Frankfurt softens the hawkish bias that has colored its policy for the last three years, but it still sees policy as restrictive after a fourth cut this year.
The European Central Bank has cut its key interest rate by a quarter-point to 3.0 percent, reflecting continued progress in taming inflation and growing concerns about the state of the economy.
At her regular press conference, ECB President Christine Lagarde acknowledged that the economy has been “losing momentum.” At the same time, the ECB has all but declared victory over inflation with a new set of forecasts that show it largely anchored at the bank’s 2 percent target through 2027.
Lagarde pushed back strongly, however, against suggestions from French journalists in particular that the ECB should do more to support the economy in order to counter the debilitating effects of policy drift and industrial malaise in Germany and of political gridlock in France.
“Member states in the EU and in the euro area in particular have to comply and respect the fiscal governance framework that they have established for themselves, and that includes a combination of fiscal consolidation and growth-enhancing measures,” Lagarde said.
“Everyone has to do their job. The central bank cannot be the jack-of-all-trades.”
She also pushed back on pressure from some members of her Governing Council, who had urged the bank to give a clearer commitment to further rate cuts next year in order to buttress business and household confidence.
“We are not pre-committing to any particular rate path,” Lagarde said, adding — with an eye on measures of domestic inflation that are still running at over 4 percent — that “we are not done yet.”

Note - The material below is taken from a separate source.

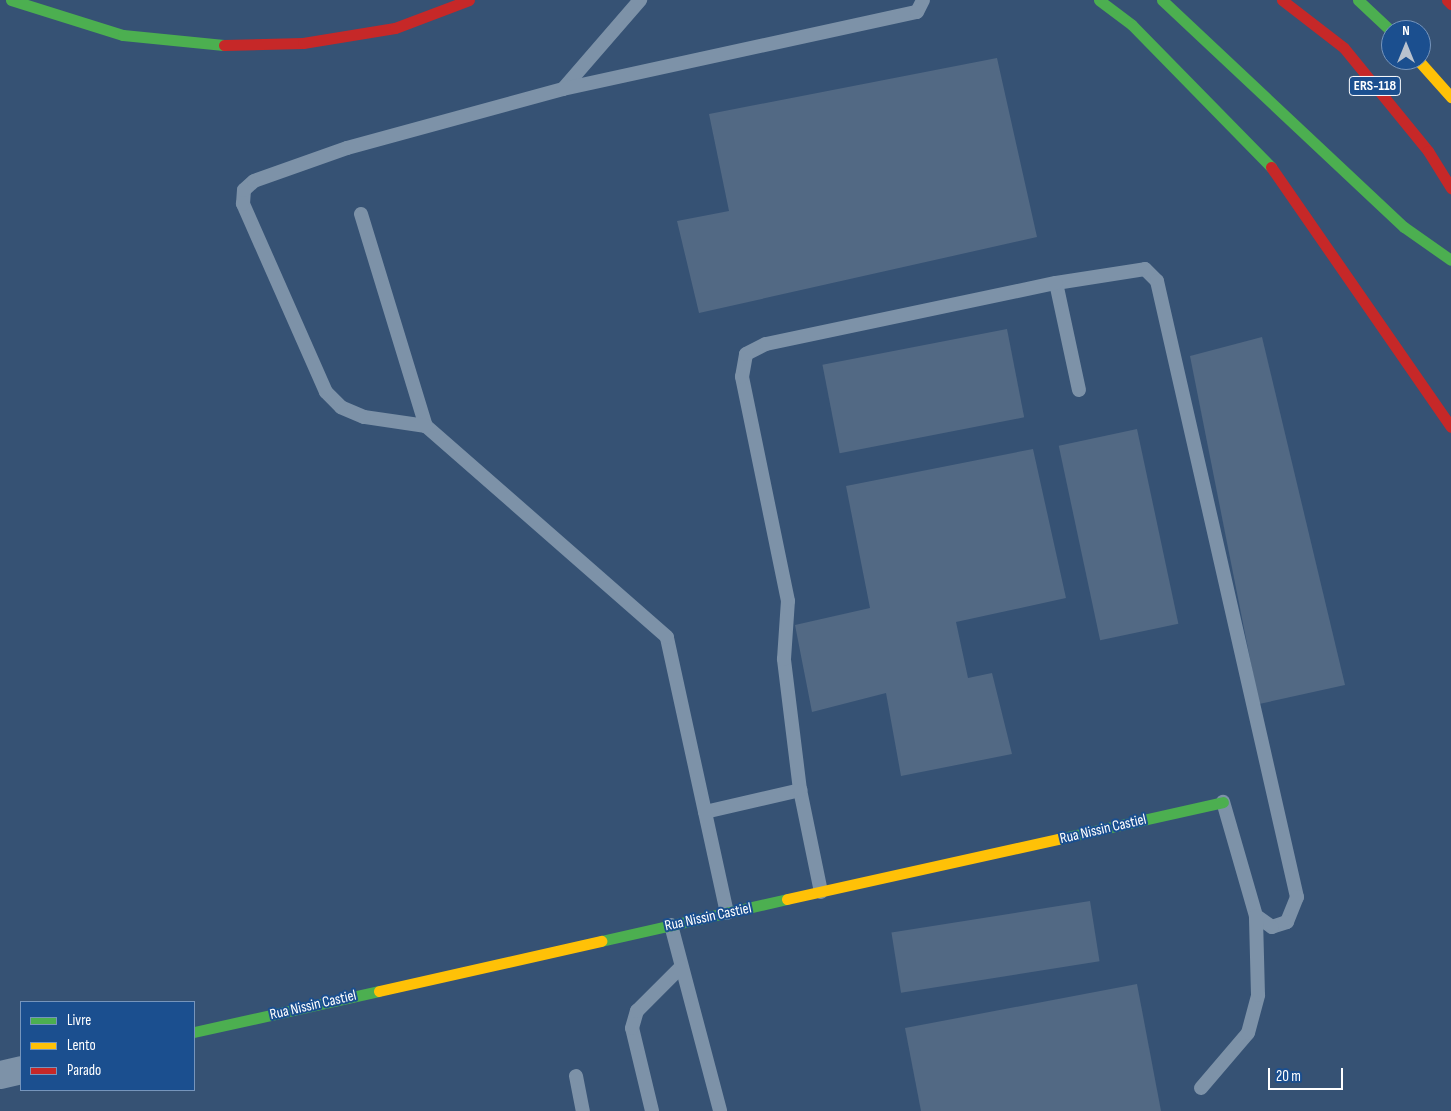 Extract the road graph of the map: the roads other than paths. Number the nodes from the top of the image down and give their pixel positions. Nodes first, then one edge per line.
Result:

While the decision — the fourth cut in seven months — was widely anticipated, there had been some speculation on a larger half-point cut after weak data in recent months suggested the economy might have already ground to a standstill, even before an expected onslaught of trade measures next year from U.S. President-elect Donald Trump.

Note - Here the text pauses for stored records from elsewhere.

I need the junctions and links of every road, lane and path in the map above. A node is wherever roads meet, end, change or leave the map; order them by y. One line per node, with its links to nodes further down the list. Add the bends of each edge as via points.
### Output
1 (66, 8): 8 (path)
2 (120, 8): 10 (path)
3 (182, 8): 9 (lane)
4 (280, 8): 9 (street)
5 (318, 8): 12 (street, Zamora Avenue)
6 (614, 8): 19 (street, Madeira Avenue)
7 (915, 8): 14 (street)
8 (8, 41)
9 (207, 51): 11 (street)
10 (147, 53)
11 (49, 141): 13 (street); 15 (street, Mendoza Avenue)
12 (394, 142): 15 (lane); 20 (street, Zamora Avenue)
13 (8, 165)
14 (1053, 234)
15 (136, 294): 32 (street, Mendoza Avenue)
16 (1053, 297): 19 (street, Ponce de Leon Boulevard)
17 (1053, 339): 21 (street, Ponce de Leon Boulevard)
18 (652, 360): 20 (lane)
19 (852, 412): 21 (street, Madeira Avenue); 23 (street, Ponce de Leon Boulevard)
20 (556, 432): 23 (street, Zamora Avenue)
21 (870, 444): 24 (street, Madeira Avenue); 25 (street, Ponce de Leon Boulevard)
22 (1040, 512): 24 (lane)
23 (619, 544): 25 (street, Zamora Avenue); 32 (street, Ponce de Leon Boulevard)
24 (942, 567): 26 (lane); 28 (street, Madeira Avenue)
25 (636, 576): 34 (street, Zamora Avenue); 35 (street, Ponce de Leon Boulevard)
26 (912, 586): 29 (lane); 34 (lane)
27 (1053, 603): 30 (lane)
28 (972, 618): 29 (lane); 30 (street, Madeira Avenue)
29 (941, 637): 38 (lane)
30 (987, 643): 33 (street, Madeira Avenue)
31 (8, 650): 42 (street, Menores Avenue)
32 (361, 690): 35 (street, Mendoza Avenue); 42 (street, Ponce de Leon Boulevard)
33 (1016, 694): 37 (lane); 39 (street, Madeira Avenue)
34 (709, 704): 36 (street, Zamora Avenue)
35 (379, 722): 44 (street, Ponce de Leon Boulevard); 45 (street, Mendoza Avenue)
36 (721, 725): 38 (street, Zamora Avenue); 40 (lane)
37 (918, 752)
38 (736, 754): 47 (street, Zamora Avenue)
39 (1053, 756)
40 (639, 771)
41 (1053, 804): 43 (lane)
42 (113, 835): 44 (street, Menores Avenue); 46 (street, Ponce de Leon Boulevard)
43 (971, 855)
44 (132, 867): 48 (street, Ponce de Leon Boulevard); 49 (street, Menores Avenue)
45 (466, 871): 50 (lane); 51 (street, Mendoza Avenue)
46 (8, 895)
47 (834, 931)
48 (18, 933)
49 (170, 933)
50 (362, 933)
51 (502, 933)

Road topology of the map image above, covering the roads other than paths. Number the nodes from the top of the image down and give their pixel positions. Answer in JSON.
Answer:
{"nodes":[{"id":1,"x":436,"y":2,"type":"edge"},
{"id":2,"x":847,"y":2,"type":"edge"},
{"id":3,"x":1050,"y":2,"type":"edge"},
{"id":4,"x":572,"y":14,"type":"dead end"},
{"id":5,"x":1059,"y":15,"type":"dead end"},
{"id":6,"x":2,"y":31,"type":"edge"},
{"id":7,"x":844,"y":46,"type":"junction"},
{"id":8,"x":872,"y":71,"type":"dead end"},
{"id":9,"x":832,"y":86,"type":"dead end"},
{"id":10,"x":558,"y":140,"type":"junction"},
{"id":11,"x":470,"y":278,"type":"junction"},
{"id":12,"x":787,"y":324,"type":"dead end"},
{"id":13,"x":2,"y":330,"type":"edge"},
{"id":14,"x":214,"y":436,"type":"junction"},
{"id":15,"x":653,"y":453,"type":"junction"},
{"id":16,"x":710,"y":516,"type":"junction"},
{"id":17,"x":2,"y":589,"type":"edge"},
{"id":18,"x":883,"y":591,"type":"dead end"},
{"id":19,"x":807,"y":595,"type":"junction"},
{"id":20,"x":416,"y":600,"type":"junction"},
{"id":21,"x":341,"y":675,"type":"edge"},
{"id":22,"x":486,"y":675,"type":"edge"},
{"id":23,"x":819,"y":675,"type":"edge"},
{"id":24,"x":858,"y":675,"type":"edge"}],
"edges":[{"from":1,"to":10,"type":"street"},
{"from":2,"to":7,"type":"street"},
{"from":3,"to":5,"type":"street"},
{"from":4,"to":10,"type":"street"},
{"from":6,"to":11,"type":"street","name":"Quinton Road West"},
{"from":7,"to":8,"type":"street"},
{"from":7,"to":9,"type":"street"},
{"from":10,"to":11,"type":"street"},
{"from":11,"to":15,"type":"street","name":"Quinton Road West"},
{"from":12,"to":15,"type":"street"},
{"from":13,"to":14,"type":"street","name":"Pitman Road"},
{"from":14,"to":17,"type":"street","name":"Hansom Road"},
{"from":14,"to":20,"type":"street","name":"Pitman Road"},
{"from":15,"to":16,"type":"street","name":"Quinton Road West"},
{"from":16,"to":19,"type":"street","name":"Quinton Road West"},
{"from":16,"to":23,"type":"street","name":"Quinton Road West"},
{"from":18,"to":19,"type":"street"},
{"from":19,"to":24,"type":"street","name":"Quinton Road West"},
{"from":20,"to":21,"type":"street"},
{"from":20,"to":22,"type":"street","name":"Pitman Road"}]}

The bank’s staff cut their forecast for growth next year slightly to 1.1 percent from 1.3 percent, but Lagarde said that doesn’t reflect the expected impact of U.S. trade tariffs because it’s still unclear whether or how they will be applied.
ECB staff also trimmed their 2026 growth estimate to 1.4 percent from 1.5 percent previously and forecast 1.3 percent growth in 2027.
Too subtle for some
In its policy statement, the ECB removed a sentence pledging to “keep policy rates sufficiently restrictive for as long as necessary.” (That commitment had been a feature of all its recent policy statements.) It also suggested that “the gradually fading effects of restrictive monetary policy should support a pick-up in domestic demand.”
But with the eurozone economy struggling to generate any momentum, and with inflation all but beaten, the subtle shift in messaging wasn’t enough for some.
“The ECB must react and speed up the pace of rate cuts, unless low confidence derails the nascent recovery and jeopardizes the return to price stability,” said S&P Global Ratings chief EMEA economist Sylvain Broyer in emailed comments. “A commitment to cut rates further back-to-back until the deposit rate reaches neutrality is required.”
While policymakers stress there is no knowing at what level interest rates stop being restrictive, most estimates for the ‘neutral rate’ range between 2 percent and 2.5 percent. Its exact location is in any case likely to be immaterial in the near future, said HSBC analysts Simon Wells and Fabio Balboni in a note to clients.
“If growth continues to disappoint and inflation is at target, then the Governing Council might feel comfortable taking rates lower … without necessarily having to agree on where neutral is,” they said.
Either way, said UBS Chief Eurozone Economist Dean Turner, “the risks are tilted toward the ECB having to do more, not less, to support the economy in 2025.”